I was also asked to taste series of wines for Guide Hachette, an enjoyable experience and definitely an honour. These tastings are carried out blind, the wines wrapped in covers so that the tasters cannot see the name of the producer to avoid conflicted interest or bias. Divided into groups of four we then compared notes after writing copious notes on appearance, aromas and taste as well as thoughts on possible food matches, and an overall judgement and mark out of 5. Happily the tasters were usually fairly consistent in their assessment of the wines, the training and experience of the jurors came to the fore. I was relieved that my marks were in line too! Even then the fact that the vintage and grape variety was given, so some level of expectation and prejudgement is in evidence. Overall though I felt reasonably confident that the marking was fair.
Then last month I was asked to judge at a competition for Sudvinbio, organic Languedoc wines. I was on a jury of older vintages of Languedoc red wines. Again the mix of vigneron, oenologue, journalist, sommelier and blogger (ie me) were fairly much in agreement. Three wines stood out and deserved some recognition. However, we had been asked to award 4 medals which I did find a little odd. How can you decide in advance how many medals should be awarded? In the end a 4th wine was given a medal, but this was much more disputed with some liking it, others (including me) not liking it. I remain unconvinced by competitions though it again gave me some confidence of my own tasting ability.
Tasting is a personal experience, what I like you may not and vice versa. Experience of tasting wine does help us to appreciate and, for want of a better word, judge wines. We do bring prejudices to tasting, for example I know that I find Merlot and, especially, Cabernet Franc difficult.
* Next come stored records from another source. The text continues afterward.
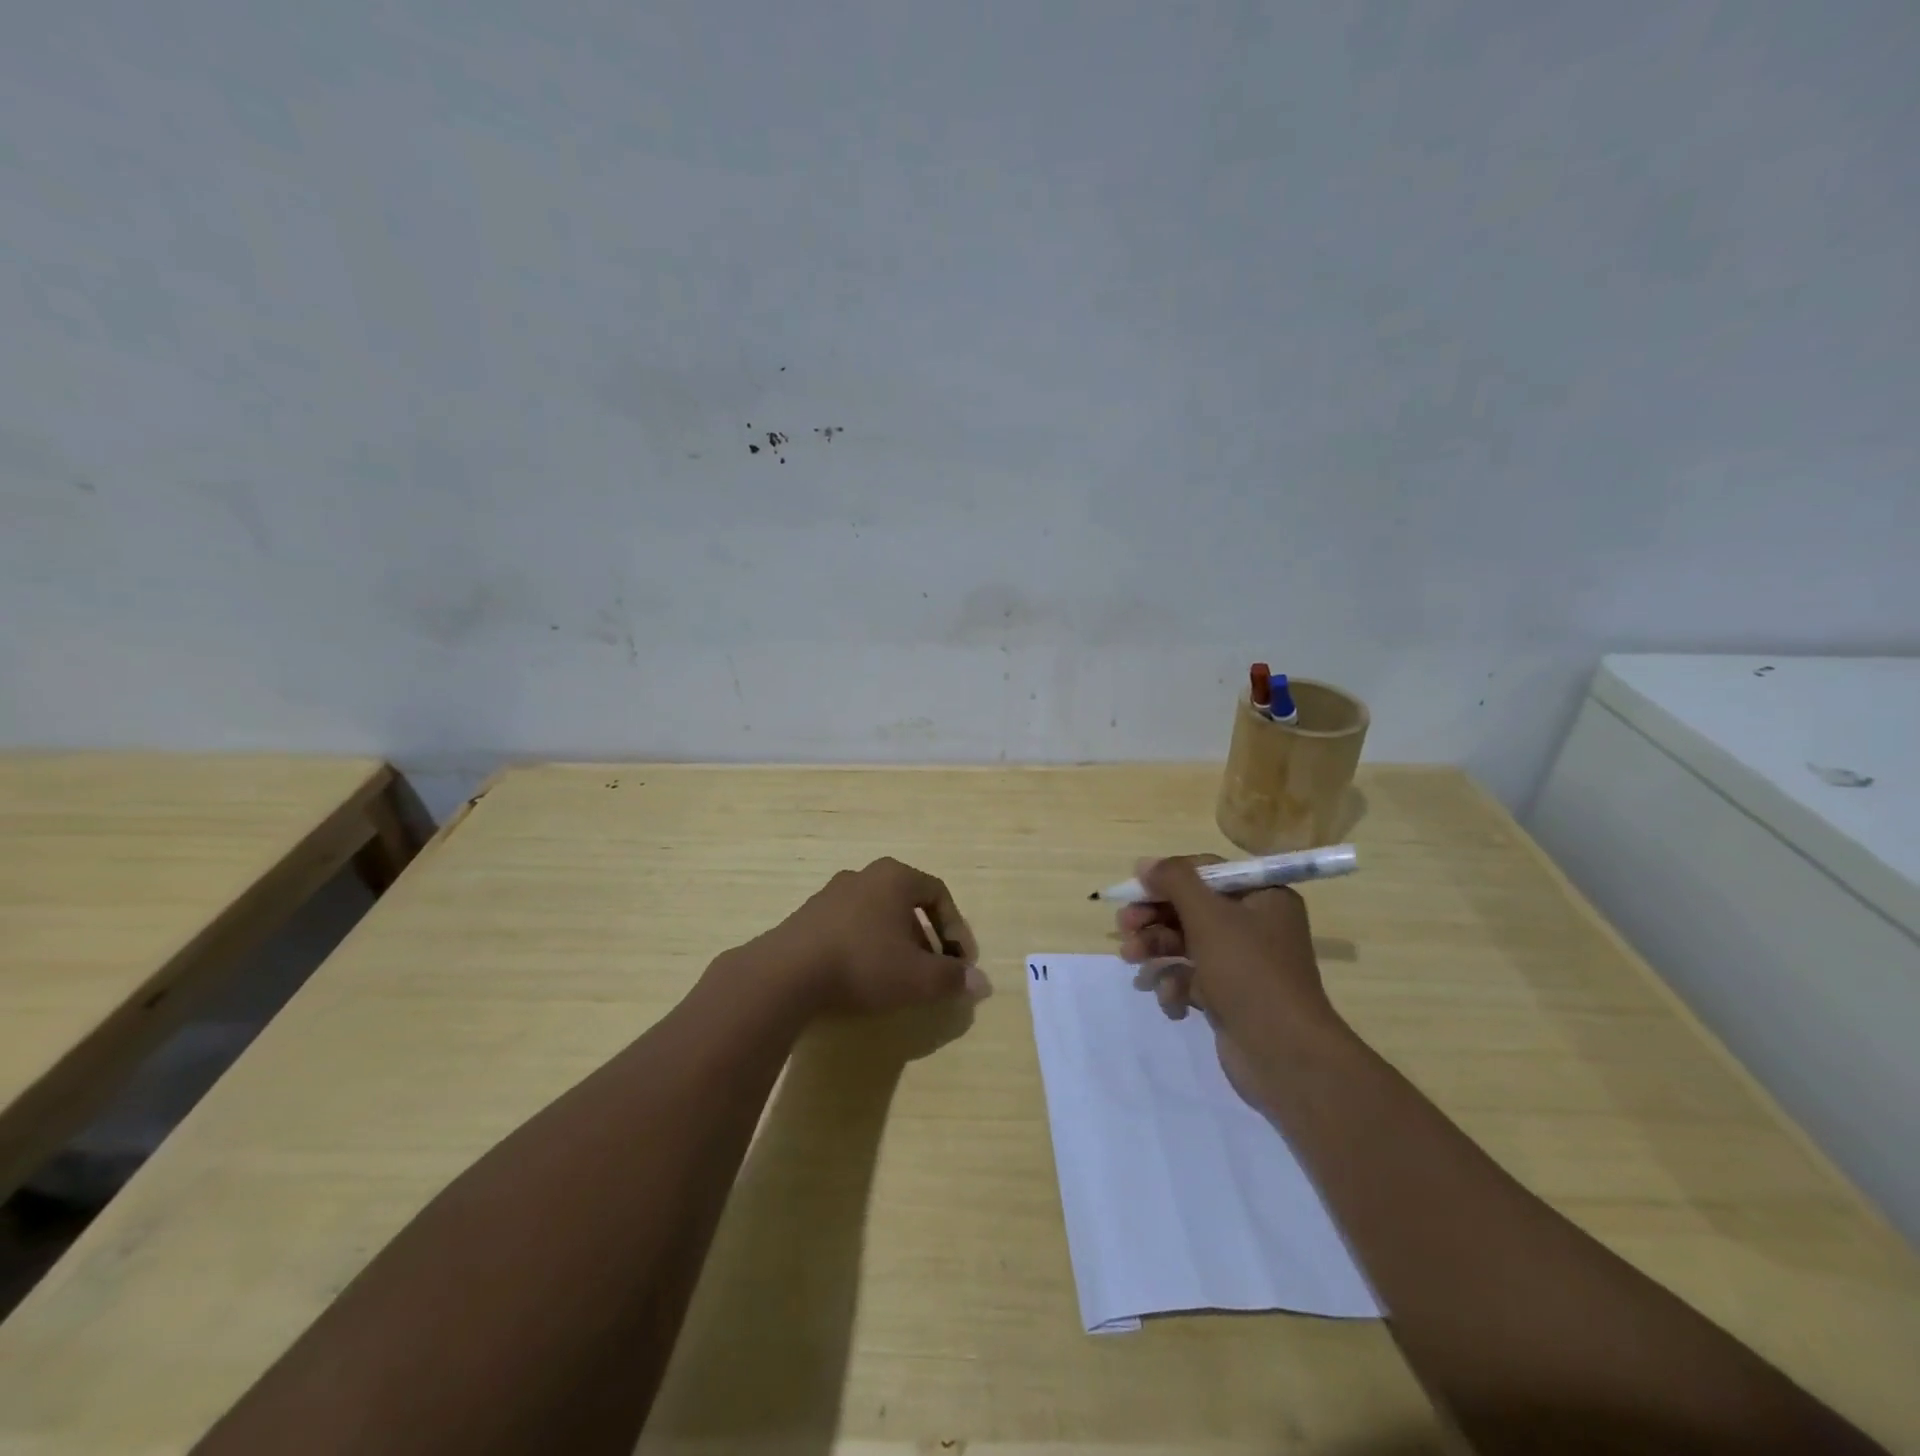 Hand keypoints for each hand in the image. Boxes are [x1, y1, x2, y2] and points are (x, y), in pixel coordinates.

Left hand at [761, 857, 985, 1015]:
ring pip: (877, 916)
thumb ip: (953, 978)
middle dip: (926, 939)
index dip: (957, 929)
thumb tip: (982, 983)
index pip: (938, 894)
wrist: (786, 975)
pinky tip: (862, 978)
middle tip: (933, 971)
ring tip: (899, 979)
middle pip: (907, 904)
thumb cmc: (864, 964)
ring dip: (895, 944)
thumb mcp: (918, 977)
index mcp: (894, 877)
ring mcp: (831, 894)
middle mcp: (863, 876)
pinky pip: (850, 927)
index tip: (962, 963)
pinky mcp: (807, 917)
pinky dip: (866, 947)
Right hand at [1117, 854, 1341, 1105]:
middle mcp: (1255, 925)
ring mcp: (1242, 964)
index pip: (1206, 873)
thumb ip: (1174, 881)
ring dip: (1155, 949)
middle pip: (1191, 909)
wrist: (1284, 1055)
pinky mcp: (1229, 997)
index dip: (1167, 878)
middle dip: (1153, 917)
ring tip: (1130, 959)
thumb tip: (1145, 863)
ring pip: (1186, 944)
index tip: (1134, 889)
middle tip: (1124, 927)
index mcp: (1262, 897)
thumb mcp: (1209, 916)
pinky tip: (1171, 999)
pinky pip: (1192, 979)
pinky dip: (1175, 985)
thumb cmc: (1248, 972)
There are all kinds of psychological and physiological factors which affect our ability to taste, from temperature to mood to patterns of tastebuds. Jamie Goode’s book ‘Wine Science’ has a fascinating chapter on the psychology of tasting, highlighting the work of Read Montague in Texas for example in showing how our prejudices can affect our taste.
All I can do is build on my experience, try to be aware of my own prejudices and be honest about my assessments as snapshots of wines at a particular moment in time and to my taste. It is however, a most enjoyable databank of experience to compile. Thank you to all those who are helping me to do so. Meanwhile don’t forget to enjoy the art of the vigneron.